Chen Y, Lun ATL, Smyth GK (2016). From reads to genes to pathways: differential expression analysis of RNA-Seq experiments using Rsubread and the edgeR quasi-likelihood pipeline. F1000Research 5, 1438.
RnaSeqGeneEdgeRQL Workflow

or else follow the edgeR User's Guide.

Personally I use Rsubread::align followed by Rsubread::featureCounts to generate counts as input to edgeR, and that works just fine on a Windows laptop running R for Windows. Rsubread takes about 20 minutes on my Windows 10 laptop to align a FASTQ files with about 20 million paired-end reads.

See also

Liao, Y, Smyth, GK, Shi, W (2019). The R package Rsubread is easier, faster, cheaper and better for alignment and quantification of RNA sequencing reads. Nucleic Acids Research 47(8), e47.

or see

Law CW, Alhamdoosh M, Su S, Dong X, Tian L, Smyth GK, Ritchie ME (2016). RNA-seq analysis is easy as 1-2-3 with limma, Glimma and edgeR. F1000Research 5, 1408.

for a different workflow using limma and edgeR.

ADD COMMENT • link 3.1 years ago Gordon Smyth 52k

0

Entering edit mode

According to the guideline of Rsubread, we're supposed to feed the unmapping files with txt format into the software. Is there any suggestion for the converting or can I just input the fastq files directly? Many thanks!

ADD REPLY • link 2.6 years ago Yeji • 0

0

Entering edit mode

align inputs FASTQ files directly. There is no suggestion in the Rsubread User's Guide or documentation that any sort of conversion is required.

ADD REPLY • link 2.6 years ago Gordon Smyth 52k

score 0 · Answer 3 · 2015-11-18

0

Entering edit mode

hamidrezarazzaghian • 0

@hamidrezarazzaghian-9208

Last seen 3.1 years ago

Canada

Thanks James for the fast reply. Unfortunately is not available in windows-based R. Do you know any other package for this purpose?

Thanks

ADD COMMENT • link 9.0 years ago hamidrezarazzaghian • 0

2

Entering edit mode

As Martin noted, you can use Rbowtie, but that is for the original bowtie aligner, which doesn't do gapped alignments. If you are doing RNA-Seq you probably want bowtie2, which does do gapped alignments. You can run bowtie2 on Windows, so that is probably the best bet, but you have to run it from the command line, not from within R.

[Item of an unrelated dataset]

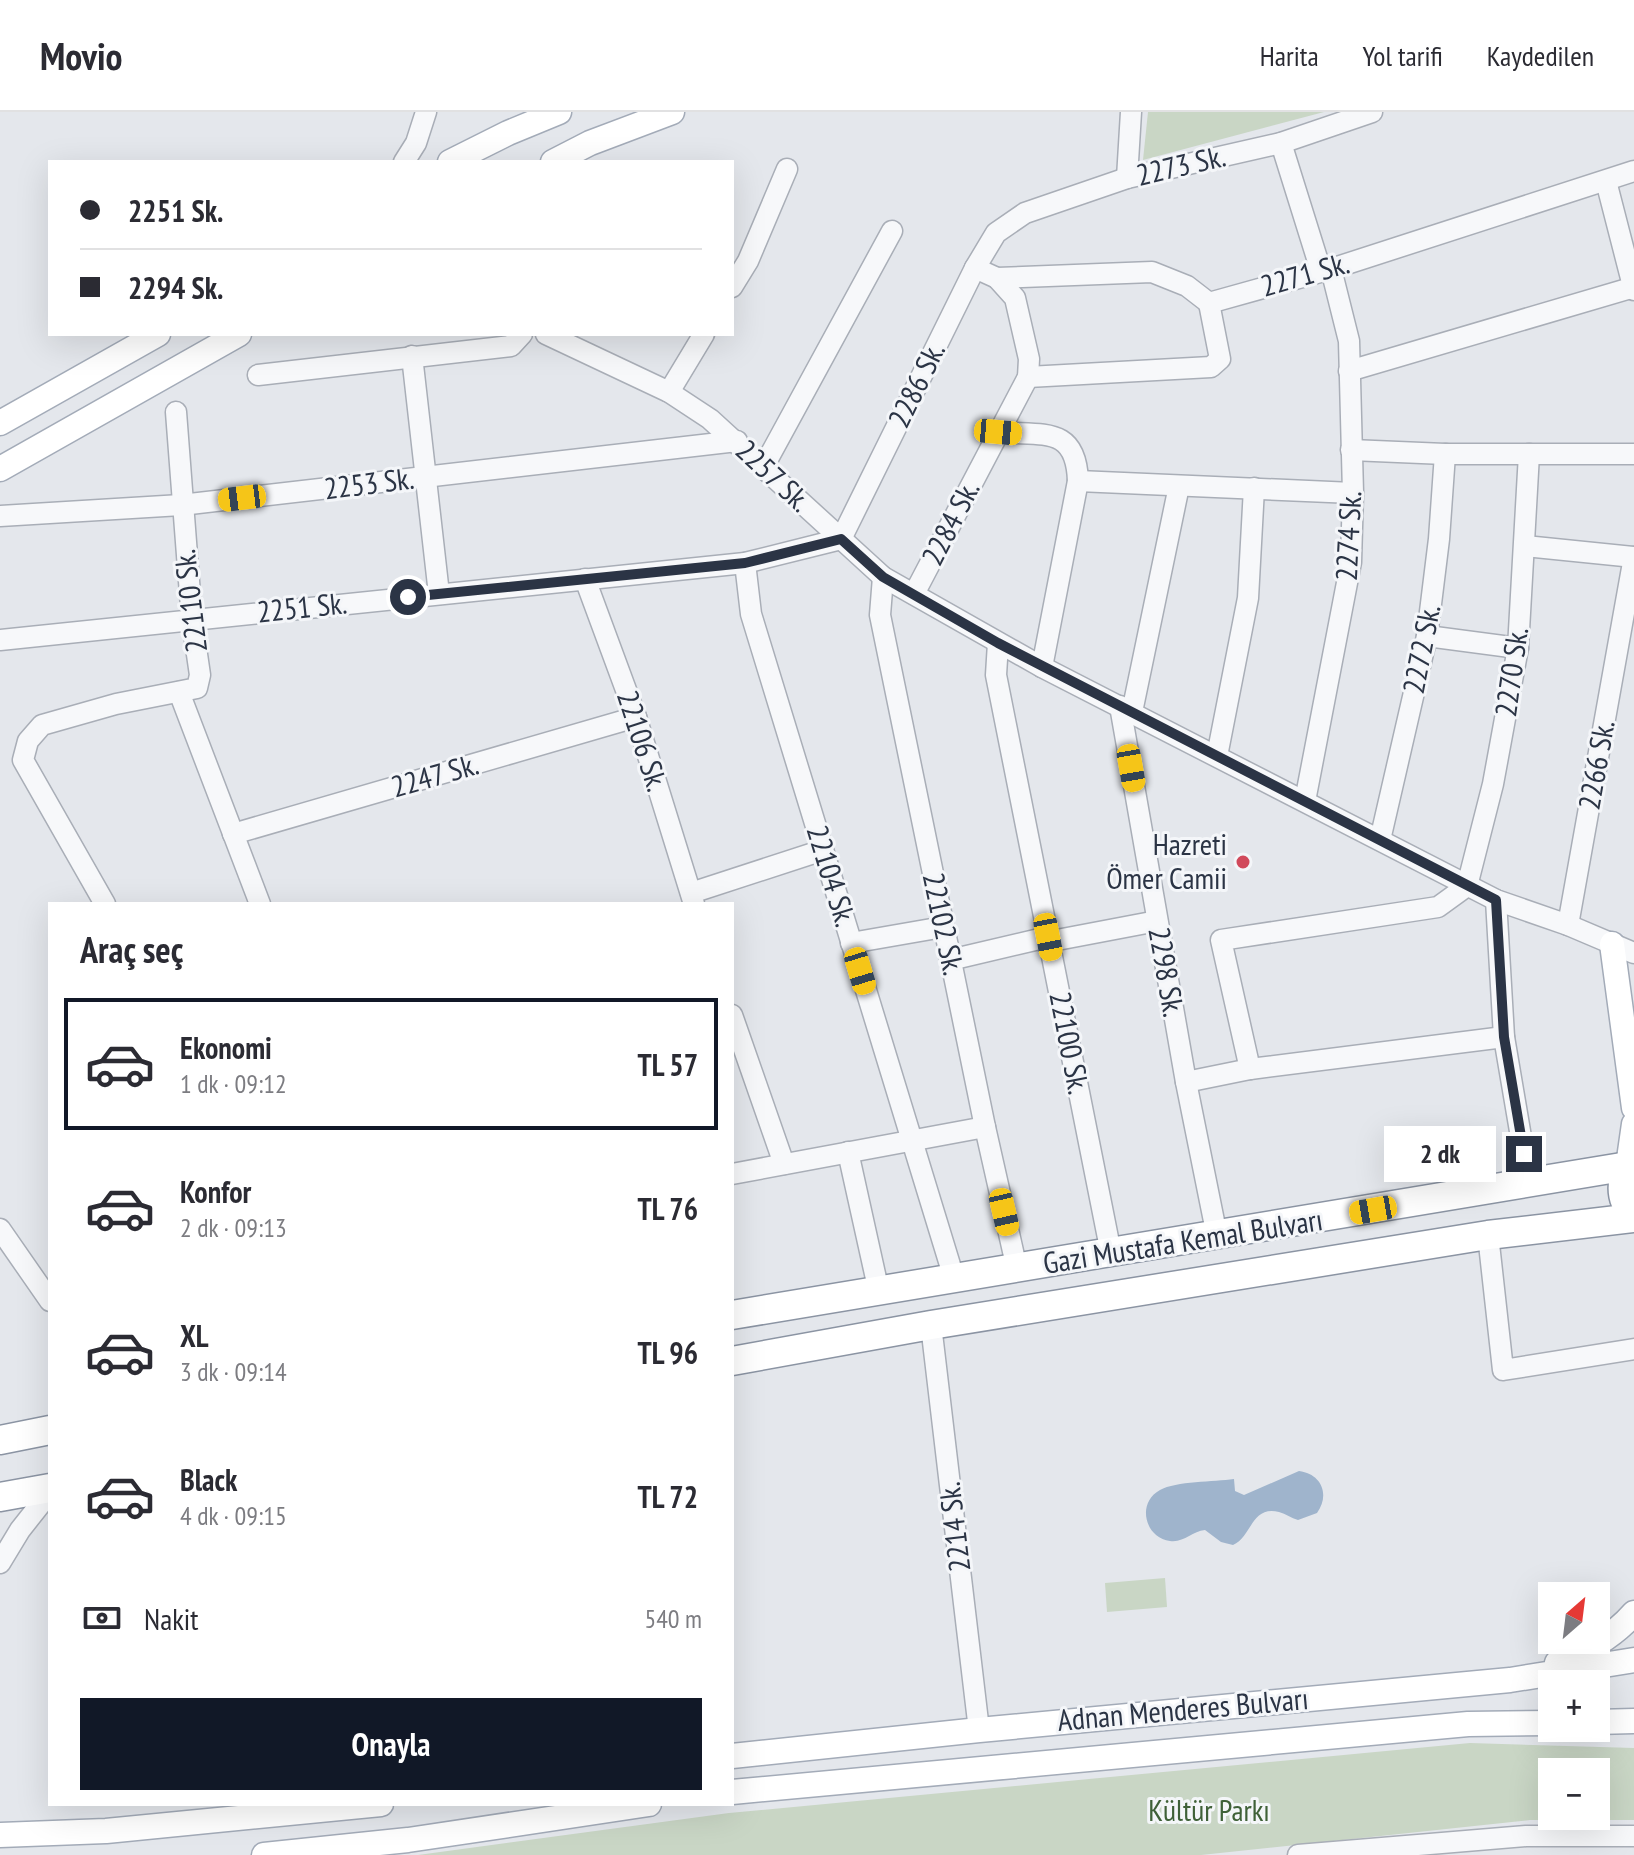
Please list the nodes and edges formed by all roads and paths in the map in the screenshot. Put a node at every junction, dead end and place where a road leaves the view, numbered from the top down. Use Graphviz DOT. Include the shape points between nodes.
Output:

Most aligners assume you are using some sort of Linux variant, so you are sort of hamstrung by the fact that you are on Windows. But Linux is free after all, and it's relatively simple to set up a dual-boot Ubuntu/Windows OS on your comp, so if you are serious that might be something to consider.

One thing about kallisto and sleuth (and salmon or sailfish and sleuth while we are at it). These packages are intended to make comparisons at the transcript level, rather than the gene level. Since part of the alignment process is to infer which transcript a read came from, there is additional uncertainty in your count measurement that you have to account for when fitting a model. This has two downsides. First, that additional uncertainty has a cost, which is reduction in power to detect differences. Second, you shouldn't use something like edgeR or DESeq2 for transcript-level counts because the model they fit doesn't account for that uncertainty, so you have to use something like sleuth (either Lior Pachter's version or the patched version from Rob Patro's group) to fit the model. And sleuth is just a github package now, so you are pretty much on your own if you want to go that route.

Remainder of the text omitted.